Tuesday, February 10, 2009

Geithner's proposal

Today's negative reaction to Treasury Secretary Geithner's introduction of the financial rescue plan was overwhelming, or one could say overblown. Geithner was certainly set up for this, as President Obama at his press conference last night deferred on questions three times by giving half answers and then saying that he didn't want to say more and upstage his Treasury Secretary's coming remarks.

The "plan" was a big picture overview with good intentions but little detail, and the "we haven't figured out how we'll do this yet" approach was too laid back for almost everyone. THIS IS IT! Expectations were for more. It may be a smart move as this stuff is not simple, but it did not work today.

The broad and general program has three main thrusts: 1. buying up distressed securities to unclog the markets; 2. facilitating a program of relief and access for consumer and business borrowers; and 3. shoring up capital positions at distressed but viable banks. These appear to be the most important things to do, so getting this right is a good start, and gives a clearer goal than we have had recently. That's good, but how does it get done.

Details on #1 suggest only that the goal will be to have a combination of public and private funds. The challenge will be to make sure that there is risk sharing between the public and private funds and it's not just a big freebie for private equity and hedge funds who for the most part have escaped the public's wrath for the mess we are in but are as complicit as the banks. Get this risk balance right and the idea is sound. #2 has no detail behind it so there is nothing at all to comment on yet. #3 has more detail than the first two because a process for vetting the banks was discussed as well as all of the conditions to be placed on firms that receive a preferred stock capital infusion. The glaring inconsistency here is the stress on seeking private funds in goal #1 while at the same time making any new private money for banks run for the hills in goal #3. Why would any private investor of any type invest in a bank now with the promised handcuffs, or worse, to be put on firms that need help or are forced to take it. That's a problem.

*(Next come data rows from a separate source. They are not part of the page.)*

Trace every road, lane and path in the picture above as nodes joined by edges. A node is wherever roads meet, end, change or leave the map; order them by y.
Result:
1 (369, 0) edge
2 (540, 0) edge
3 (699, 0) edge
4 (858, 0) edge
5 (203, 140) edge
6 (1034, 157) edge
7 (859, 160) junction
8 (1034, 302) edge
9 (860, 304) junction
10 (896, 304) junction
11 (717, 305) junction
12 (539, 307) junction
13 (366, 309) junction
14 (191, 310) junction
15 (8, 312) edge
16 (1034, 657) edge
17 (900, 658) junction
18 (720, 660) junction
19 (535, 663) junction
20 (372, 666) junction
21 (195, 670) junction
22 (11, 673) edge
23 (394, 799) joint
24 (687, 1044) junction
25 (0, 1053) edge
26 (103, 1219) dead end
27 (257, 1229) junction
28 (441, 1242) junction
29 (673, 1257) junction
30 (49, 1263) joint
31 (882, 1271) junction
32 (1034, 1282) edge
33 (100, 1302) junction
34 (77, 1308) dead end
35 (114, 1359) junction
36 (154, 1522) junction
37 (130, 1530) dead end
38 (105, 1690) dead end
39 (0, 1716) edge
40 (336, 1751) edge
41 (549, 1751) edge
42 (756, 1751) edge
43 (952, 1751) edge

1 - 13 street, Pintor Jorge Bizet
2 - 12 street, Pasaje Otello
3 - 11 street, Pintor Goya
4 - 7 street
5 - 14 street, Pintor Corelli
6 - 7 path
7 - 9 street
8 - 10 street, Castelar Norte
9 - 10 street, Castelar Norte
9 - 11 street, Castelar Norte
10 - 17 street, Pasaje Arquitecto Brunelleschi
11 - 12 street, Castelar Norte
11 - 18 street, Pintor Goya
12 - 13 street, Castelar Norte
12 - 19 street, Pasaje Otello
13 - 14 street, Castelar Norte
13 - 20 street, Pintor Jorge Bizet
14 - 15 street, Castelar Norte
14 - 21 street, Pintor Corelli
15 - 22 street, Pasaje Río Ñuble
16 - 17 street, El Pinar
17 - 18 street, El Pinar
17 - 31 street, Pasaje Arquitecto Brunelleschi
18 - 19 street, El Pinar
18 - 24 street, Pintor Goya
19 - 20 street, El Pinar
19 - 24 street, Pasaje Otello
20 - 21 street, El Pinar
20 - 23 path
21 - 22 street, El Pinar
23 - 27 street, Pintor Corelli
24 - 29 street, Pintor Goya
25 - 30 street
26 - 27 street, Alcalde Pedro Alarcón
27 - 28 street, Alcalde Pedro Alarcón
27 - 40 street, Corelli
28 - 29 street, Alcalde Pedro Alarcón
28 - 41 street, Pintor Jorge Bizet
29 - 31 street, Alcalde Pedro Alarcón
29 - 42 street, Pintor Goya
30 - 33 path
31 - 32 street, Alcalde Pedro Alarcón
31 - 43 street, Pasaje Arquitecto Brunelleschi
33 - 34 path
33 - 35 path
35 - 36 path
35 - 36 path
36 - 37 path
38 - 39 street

One backdrop on all this that is troubling is the use of phrases that are incendiary. Obama's "facing catastrophe" and Geithner's "dangerous dynamic" are, I know, meant to be a call to action that helps get things done. Anyone, however, who should know this already does and those who are focusing on day to day living with their jobs and families could likely benefit from some reassurance that we'll get through this. Maybe that's patronizing, but from here it seems that leaders should point out some possible hope on the horizon rather than taking a share my pain approach.